Bump RPC API Version 6

Message ID 20200704211427.20535-1-kevr.gtalk@gmail.com
State New
Headers show
Series Bump RPC API Version 6 | expand

Commit Message

Kevin Morris July 4, 2020, 9:14 p.m. UTC
API Version 6 modifies `type=search` functionality: Split `arg` into
keywords separated by spaces (quoted keywords are preserved).

Search for packages containing the literal keyword `blah blah` AND `haha`:
https://aur.archlinux.org/rpc/?v=6&type=search&arg="blah blah"%20haha

Search for packages containing the literal keyword `abc 123`:
https://aur.archlinux.org/rpc/?v=6&type=search&arg="abc 123"

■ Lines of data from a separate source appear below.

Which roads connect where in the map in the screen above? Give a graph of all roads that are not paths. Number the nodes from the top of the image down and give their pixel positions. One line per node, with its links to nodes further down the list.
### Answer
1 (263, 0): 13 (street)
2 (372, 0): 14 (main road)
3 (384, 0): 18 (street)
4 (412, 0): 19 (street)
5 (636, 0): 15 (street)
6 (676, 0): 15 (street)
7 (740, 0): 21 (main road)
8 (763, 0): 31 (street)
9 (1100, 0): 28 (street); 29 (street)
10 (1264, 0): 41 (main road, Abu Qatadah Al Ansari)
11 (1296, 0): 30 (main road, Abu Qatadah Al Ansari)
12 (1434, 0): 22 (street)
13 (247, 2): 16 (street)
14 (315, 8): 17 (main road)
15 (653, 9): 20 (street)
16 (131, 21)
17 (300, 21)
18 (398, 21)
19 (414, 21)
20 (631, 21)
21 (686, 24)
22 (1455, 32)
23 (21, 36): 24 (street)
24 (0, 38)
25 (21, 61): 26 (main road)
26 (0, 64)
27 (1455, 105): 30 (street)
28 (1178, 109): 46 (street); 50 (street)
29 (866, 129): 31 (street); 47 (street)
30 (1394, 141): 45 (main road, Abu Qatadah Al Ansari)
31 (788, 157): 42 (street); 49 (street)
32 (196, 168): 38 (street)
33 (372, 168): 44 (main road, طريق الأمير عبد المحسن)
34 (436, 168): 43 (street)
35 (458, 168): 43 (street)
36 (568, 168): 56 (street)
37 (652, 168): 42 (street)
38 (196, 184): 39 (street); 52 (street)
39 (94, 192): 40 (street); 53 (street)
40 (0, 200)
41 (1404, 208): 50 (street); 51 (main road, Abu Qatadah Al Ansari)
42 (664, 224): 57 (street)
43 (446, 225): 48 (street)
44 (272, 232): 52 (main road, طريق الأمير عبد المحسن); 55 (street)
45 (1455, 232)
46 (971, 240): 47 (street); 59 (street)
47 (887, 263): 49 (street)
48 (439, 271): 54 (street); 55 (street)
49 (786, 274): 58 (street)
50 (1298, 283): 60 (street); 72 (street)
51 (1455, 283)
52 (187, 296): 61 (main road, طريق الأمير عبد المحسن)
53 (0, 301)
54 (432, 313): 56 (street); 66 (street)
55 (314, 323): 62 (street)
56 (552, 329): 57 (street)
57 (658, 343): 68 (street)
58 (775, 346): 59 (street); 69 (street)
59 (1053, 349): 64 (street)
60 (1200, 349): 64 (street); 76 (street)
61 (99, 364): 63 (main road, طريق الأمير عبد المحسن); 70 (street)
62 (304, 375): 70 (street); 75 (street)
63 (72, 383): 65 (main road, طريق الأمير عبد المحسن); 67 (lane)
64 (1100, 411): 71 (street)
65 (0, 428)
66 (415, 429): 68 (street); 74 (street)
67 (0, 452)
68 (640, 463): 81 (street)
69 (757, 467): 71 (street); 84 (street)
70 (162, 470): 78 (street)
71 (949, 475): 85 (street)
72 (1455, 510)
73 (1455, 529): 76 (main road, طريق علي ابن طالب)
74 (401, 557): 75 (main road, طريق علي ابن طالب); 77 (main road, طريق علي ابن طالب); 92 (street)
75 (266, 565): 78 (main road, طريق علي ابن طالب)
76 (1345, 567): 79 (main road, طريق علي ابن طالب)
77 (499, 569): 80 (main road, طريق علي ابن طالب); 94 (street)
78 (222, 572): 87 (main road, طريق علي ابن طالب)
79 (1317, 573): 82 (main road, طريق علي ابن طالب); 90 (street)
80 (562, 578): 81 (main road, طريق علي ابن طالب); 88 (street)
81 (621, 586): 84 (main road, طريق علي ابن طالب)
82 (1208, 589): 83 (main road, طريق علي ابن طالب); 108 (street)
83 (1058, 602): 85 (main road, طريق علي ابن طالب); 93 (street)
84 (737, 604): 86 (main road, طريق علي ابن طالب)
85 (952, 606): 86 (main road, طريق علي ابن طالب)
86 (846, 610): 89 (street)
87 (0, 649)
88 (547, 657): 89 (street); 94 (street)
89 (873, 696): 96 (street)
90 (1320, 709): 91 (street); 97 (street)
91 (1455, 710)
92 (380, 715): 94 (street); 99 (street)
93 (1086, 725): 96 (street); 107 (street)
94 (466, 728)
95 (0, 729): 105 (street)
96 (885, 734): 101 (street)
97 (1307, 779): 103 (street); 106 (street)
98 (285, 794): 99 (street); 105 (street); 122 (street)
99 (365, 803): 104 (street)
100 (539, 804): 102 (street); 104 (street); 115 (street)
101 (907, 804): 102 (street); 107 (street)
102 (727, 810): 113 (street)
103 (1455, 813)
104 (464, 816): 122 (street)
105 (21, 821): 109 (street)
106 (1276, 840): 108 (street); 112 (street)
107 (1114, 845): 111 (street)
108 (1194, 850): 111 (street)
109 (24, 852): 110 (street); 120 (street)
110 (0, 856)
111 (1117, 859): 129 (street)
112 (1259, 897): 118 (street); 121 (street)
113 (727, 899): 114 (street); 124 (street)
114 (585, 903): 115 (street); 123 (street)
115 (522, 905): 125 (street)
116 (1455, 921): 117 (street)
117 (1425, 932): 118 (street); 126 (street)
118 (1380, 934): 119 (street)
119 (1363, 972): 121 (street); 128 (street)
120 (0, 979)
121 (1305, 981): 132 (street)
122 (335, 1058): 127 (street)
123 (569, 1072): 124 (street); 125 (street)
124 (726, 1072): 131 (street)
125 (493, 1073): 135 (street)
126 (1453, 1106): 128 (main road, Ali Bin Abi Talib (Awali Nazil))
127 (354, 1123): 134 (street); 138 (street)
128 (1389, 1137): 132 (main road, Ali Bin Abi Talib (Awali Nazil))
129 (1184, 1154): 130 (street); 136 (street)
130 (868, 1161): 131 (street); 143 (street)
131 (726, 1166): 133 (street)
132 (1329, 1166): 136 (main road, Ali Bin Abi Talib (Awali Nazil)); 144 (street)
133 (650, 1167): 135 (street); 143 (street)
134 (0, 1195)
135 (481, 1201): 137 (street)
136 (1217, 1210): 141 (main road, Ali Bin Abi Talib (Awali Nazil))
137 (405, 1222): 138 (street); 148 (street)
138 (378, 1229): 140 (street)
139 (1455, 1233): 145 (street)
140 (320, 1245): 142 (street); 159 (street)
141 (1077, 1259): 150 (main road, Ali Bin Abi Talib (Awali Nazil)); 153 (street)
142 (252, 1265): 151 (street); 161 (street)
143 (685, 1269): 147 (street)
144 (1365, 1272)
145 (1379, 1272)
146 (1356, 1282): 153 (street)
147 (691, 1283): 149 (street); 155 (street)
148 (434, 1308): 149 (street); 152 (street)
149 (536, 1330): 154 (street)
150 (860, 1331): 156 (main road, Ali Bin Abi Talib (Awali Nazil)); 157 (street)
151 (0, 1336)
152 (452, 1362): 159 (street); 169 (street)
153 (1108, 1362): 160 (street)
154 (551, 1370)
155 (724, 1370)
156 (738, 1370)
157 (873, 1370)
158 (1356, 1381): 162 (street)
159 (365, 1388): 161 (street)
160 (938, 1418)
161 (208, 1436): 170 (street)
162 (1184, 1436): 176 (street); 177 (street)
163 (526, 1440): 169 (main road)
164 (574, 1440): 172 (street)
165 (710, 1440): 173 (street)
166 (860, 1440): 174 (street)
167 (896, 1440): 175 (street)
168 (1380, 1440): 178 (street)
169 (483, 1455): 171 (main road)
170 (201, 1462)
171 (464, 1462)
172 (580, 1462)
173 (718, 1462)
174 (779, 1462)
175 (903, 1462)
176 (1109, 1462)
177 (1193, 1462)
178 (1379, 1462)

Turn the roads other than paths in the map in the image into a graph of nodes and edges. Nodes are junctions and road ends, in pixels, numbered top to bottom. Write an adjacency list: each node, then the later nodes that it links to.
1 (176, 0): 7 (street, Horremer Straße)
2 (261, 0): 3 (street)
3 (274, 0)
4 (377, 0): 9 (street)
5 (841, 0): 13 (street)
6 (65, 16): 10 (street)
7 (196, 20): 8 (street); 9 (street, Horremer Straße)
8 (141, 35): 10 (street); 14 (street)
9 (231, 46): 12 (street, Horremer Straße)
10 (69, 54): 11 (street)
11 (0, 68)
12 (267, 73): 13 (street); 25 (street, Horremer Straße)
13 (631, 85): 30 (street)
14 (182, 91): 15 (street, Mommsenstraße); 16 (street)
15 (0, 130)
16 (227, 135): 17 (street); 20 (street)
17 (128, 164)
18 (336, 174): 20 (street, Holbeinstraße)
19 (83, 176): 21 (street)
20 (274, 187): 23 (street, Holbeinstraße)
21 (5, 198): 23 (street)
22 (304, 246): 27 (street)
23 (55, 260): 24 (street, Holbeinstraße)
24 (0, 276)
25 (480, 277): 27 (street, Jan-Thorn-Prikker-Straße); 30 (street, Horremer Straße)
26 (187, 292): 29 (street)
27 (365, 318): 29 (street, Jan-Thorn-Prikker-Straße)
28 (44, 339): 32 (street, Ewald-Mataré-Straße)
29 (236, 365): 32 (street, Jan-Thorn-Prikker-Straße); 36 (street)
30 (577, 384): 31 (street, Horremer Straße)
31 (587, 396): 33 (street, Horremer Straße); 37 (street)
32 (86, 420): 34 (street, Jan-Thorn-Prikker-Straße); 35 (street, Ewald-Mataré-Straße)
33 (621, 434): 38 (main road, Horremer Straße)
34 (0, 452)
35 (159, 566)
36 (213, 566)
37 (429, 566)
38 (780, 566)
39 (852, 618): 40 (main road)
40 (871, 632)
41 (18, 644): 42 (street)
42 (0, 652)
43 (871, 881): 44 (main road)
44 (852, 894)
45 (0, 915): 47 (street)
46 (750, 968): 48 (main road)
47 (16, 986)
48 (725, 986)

The following example searches for packages that contain `blah` AND `abc`:
https://aur.archlinux.org/rpc/?v=6&type=search&arg=blah%20abc

The legacy method still searches for packages that contain 'blah abc':
https://aur.archlinux.org/rpc/?v=5&type=search&arg=blah%20abc
https://aur.archlinux.org/rpc/?v=5&type=search&arg=blah%20abc

API Version 6 is only considered during a `search` of `name` or
`name-desc`.

Note: This change was written as a solution to
https://bugs.archlinux.org/task/49133.

PS: + Some spacing issues fixed in comments.

Signed-off-by: Kevin Morris <kevr.gtalk@gmail.com>
---
 doc/rpc.txt               |  4 +++
 web/lib/aurjson.class.php | 60 +++++++++++++++++++++++++++++++++------
 2 files changed, 56 insertions(+), 8 deletions(-)

Comments

Lukas Fleischer July 5, 2020, 12:30 a.m. UTC | #1
On Sat, 04 Jul 2020 at 17:14:26, Kevin Morris wrote:
> API Version 6 modifies `type=search` functionality: Split `arg` into
> keywords separated by spaces (quoted keywords are preserved).
> [...]
> Signed-off-by: Kevin Morris <kevr.gtalk@gmail.com>
> ---
>  doc/rpc.txt               |  4 +++
>  web/lib/aurjson.class.php | 60 +++++++++++++++++++++++++++++++++------
>  2 files changed, 56 insertions(+), 8 deletions(-)

Thanks for the quick revision. Looks great now, I merged this as

    Support conjunctive keyword search in RPC interface

to pu (I think it is better to refer to the new feature in the subject
line and put aside "Bump RPC API Version" for patches that just bump the
API version in case it was forgotten in a previous patch).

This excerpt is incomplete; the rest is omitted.